“We knew where we wanted to go”: The Led Zeppelin album Jimmy Page wanted “to be extreme”
Released in January 1969, Led Zeppelin‘s eponymous first album featured long, exploratory tracks like ‘Dazed and Confused’ and was rooted heavily in electrified Chicago blues, with one eye still cast towards late-1960s psychedelia.
For those recordings, Page even wielded a psychedelically painted Fender Telecaster, a fitting emblem of a band still emerging from the technicolour swirl of the decade’s final years.
In late autumn 1969, with this debut moving up the US chart following their third US tour, Zeppelin took a short break from touring and reconvened at Page’s house in Pangbourne, Berkshire, to begin work on their second album. But the pull of the road soon beckoned them back, meaning that while album one was recorded across a couple of weeks, album two ended up being recorded over eight months, forged in transit and hammered into shape in snatched studio sessions across the UK and North America.

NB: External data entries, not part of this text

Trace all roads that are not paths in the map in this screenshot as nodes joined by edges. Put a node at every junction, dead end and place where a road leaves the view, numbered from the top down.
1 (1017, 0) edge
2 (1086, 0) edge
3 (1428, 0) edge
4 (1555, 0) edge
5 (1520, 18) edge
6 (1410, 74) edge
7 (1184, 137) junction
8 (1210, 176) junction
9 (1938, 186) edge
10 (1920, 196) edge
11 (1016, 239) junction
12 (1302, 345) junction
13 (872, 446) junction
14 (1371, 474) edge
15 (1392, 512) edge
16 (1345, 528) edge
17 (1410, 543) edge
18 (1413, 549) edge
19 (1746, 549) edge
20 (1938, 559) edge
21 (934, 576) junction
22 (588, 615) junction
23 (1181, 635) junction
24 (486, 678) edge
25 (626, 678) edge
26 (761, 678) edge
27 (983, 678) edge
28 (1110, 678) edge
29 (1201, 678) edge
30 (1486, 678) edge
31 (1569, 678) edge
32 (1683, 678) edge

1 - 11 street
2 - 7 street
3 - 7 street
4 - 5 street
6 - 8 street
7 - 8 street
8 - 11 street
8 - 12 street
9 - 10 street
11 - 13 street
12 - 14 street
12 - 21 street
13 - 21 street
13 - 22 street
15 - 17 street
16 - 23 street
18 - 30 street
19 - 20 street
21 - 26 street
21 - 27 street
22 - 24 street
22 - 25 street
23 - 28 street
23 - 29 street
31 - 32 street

Ideas were born from live improvisation and captured before they cooled, with each song separately recorded, mixed and produced across a patchwork of locations, including Olympic and Morgan Studios in London, A&M, Quantum, Sunset Mirror Sound and Mystic Studios in Los Angeles, Ardent Studios in Memphis, and A&R Juggy Sound, Groove and Mayfair Studios in New York City.
The result was nothing short of monumental: Led Zeppelin II emerged as a beast of a record, defining the sound of hard rock and heralding a new musical era, crafted with total conviction and a sense of purist intensity (apparently, during the recording of ‘Whole Lotta Love’, Bonham played with the thick ends of his drumsticks for maximum impact).
As well as its savage urgency, the record was also miraculously coherent given that it was recorded across such a smorgasbord of studios, a feat that can largely be credited to Page’s clarity of vision. “When we came to put II together, I already had the construction for ‘Whole Lotta Love’,” he told Mojo a while back.
Adding, “We were working and familiarising ourselves with that. ‘What Is And What Should Never Be’ was the other song that we had, and that sort of tells you that we knew where we wanted to go from quite an early stage in the process.”
And Page’s intentional direction wasn’t just conceptual; it also extended to the very sound of the record. His tight control over the album’s sonic identity ensured that it sounded coherent, even if it meant cutting studios that didn’t meet his standards: “I wanted to record at Gold Star, but the rotary pots really weren’t very good,” he said, referring to the legendary studio where Phil Spector built his Wall of Sound and The Beach Boys crafted much of Pet Sounds, “We were going for studios where the acoustics were very good when you played the music live. I wanted it to be quite extreme and that’s what I was going for: something that showed all the peaks of what we could do.”
That extremity manifested in the album’s sheer physical impact, the towering volume, the violent dynamic swings, the dense, overdriven guitar tones and cavernous drum sound that seemed to leap out of the speaker to confront you, pushing blues-based rock into a new, more aggressive dimension.
Reflecting on the riffs that shaped him, Slash apparently once told Nikki Sixx: “My first favourite riff when I was a kid had to be ‘Whole Lotta Love’. For me, that was the soundtrack for what the 1970s were going to be. It was so driving, and it was sexy”, and he was right. When the album was released on October 22nd, 1969, it knocked The Beatles’ Abbey Road from the top of the US charts and went on to sell millions stateside before topping the UK chart in early 1970. If the ’60s had belonged to John, Paul, George and Ringo, the coming decade would be claimed by the extremity of Jimmy, Robert, John Paul and John.